From November 9 to 13, 2020, the Lorentz Center Workshop "Benchmarked: Optimization Meets Machine Learning" is jointly organized by Carola Doerr, Thomas Stützle, Mike Preuss, Marc Schoenauer, and Joaquin Vanschoren as an online event. It brings together experts from all fields of benchmarking and automated algorithm configuration and selection with focus on optimization and had more than 100 registered participants. In particular, the Benchmarked: Optimization Meets Machine Learning workshop, the goal is to discuss the impact of automated decision-making on heuristic optimization. More specifically, it is discussed how the possibility to automatically select and configure optimization heuristics changes the requirements for their benchmarking. The key objectives of this Lorentz Center workshop are:
- to develop a joint vision on the next generation of benchmarking optimization heuristics in the context of automated algorithm selection and configuration, and
- to design a clear road-map guiding the research community towards this vision.
It is discussed what an ideal benchmarking environment would look like, how such an "ideal tool" compares to existing software, and how we can close the gap by improving the compatibility between ongoing and future projects. The aim is to designing a full benchmarking engine that ranges from modular algorithm frameworks over problem instance generators and landscape analysis tools to automated algorithm configuration and selection techniques, all the way to a statistically sound evaluation of the experimental data.
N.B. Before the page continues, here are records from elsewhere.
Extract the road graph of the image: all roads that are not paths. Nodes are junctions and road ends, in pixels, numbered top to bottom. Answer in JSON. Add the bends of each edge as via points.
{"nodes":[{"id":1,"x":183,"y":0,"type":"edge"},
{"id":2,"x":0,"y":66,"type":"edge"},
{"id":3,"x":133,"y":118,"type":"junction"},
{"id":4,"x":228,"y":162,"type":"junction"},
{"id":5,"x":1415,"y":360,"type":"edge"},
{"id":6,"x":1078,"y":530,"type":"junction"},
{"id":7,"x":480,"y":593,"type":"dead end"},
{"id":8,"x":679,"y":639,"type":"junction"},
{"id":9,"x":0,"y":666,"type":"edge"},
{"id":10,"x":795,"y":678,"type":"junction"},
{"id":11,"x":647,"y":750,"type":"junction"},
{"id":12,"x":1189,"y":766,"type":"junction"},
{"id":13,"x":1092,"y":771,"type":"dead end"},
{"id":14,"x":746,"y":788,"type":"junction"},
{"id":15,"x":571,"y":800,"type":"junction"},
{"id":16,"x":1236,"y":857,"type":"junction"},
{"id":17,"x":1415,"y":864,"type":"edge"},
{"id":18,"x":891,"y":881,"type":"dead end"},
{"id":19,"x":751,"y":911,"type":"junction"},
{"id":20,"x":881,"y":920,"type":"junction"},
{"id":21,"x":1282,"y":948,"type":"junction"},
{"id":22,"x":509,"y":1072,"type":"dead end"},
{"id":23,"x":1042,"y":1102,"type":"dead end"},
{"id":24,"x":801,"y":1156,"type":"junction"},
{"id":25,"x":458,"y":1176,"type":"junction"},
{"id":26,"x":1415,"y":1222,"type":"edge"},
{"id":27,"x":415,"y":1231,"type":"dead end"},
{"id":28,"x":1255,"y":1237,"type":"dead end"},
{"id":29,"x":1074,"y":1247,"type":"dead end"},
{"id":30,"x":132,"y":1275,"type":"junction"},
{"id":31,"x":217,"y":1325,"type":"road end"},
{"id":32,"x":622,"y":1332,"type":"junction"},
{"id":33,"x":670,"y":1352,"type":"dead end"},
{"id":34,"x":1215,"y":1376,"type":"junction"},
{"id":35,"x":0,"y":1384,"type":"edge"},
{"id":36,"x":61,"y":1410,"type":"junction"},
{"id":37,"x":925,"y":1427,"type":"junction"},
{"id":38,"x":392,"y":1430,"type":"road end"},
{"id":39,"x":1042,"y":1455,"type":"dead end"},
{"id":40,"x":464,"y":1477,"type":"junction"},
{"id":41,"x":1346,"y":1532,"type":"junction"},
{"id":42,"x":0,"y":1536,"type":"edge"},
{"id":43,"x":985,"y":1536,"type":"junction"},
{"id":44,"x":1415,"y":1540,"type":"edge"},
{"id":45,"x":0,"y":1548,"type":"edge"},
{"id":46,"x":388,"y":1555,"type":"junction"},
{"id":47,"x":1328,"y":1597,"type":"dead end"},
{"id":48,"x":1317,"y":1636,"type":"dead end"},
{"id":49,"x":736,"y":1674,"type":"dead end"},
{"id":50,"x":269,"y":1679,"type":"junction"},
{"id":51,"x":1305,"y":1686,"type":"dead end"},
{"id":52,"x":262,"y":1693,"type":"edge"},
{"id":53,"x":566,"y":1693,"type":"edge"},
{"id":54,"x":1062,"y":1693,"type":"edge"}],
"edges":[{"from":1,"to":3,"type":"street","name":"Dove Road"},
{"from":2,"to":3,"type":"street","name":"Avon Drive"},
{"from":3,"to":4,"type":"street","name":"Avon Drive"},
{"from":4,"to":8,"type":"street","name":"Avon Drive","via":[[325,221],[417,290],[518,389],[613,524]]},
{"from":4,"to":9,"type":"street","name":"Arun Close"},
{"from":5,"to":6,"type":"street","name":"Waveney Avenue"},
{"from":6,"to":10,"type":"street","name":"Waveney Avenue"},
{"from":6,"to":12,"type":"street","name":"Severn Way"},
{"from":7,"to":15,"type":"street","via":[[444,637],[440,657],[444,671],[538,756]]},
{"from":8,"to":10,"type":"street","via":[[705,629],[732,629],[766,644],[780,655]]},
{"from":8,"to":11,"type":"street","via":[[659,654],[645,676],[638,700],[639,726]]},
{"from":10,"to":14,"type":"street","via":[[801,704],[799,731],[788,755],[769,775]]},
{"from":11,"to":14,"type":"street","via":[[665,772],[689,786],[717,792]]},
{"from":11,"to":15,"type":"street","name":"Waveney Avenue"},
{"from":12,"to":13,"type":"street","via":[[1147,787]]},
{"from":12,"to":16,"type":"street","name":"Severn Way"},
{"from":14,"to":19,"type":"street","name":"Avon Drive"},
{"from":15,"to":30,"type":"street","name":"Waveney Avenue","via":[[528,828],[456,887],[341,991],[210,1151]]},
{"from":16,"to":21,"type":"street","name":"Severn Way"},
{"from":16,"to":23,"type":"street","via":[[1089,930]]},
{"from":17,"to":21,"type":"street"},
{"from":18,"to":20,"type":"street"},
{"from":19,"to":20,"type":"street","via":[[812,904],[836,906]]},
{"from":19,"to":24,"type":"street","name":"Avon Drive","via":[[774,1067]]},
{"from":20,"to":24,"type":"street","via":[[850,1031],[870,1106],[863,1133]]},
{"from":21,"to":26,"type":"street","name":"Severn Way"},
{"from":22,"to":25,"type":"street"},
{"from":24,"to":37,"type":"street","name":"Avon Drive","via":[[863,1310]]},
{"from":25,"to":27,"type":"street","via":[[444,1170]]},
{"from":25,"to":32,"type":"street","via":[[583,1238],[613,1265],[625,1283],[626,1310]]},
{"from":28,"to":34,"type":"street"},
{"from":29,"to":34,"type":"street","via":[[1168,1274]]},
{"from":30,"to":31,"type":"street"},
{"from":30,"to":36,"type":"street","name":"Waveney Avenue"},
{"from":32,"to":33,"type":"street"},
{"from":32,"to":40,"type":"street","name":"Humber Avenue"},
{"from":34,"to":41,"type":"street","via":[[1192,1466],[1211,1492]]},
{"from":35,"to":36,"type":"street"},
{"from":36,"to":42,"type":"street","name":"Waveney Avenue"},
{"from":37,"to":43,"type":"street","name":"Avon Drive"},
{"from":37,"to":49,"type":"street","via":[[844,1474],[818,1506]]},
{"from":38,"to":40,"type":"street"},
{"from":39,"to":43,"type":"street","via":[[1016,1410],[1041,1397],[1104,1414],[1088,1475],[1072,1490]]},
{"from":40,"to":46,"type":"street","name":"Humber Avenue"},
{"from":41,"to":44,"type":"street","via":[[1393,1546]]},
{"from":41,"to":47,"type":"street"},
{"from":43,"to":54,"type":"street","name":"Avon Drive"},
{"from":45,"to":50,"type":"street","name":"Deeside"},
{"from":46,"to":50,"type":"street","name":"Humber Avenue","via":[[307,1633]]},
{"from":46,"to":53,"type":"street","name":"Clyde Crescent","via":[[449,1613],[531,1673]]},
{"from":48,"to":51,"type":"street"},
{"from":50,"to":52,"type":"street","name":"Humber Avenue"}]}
In this setting, Prof. Thomas Weise organized a first and co-organizes a second breakout session on "Data Formats for Benchmarking." The rationale behind these specific sessions is that technical details are often ignored in research. However, technicalities such as the data format used for storing experimental results can nevertheless have a big influence on our research. The data format determines what information will be available after experiment. This includes what information is available for evaluation. But it also determines whether the experiment will be easy to replicate or whether the results can be validated. It also determines which tools we can use for evaluating the results. The data format may even determine how we can execute an experiment (in parallel? in a distributed fashion? can experiments be restarted?). The goal of the breakout session is to collect thoughts and ideas about suitable data formats for storing the output of experiments in optimization and machine learning. The aim is to collect a set of requirements for a good format and structure. If these are well understood, it may be possible to eventually define a simple and clear standard for the future – or at least some guidelines that can help researchers to not miss any detail that should be considered when storing experimental data.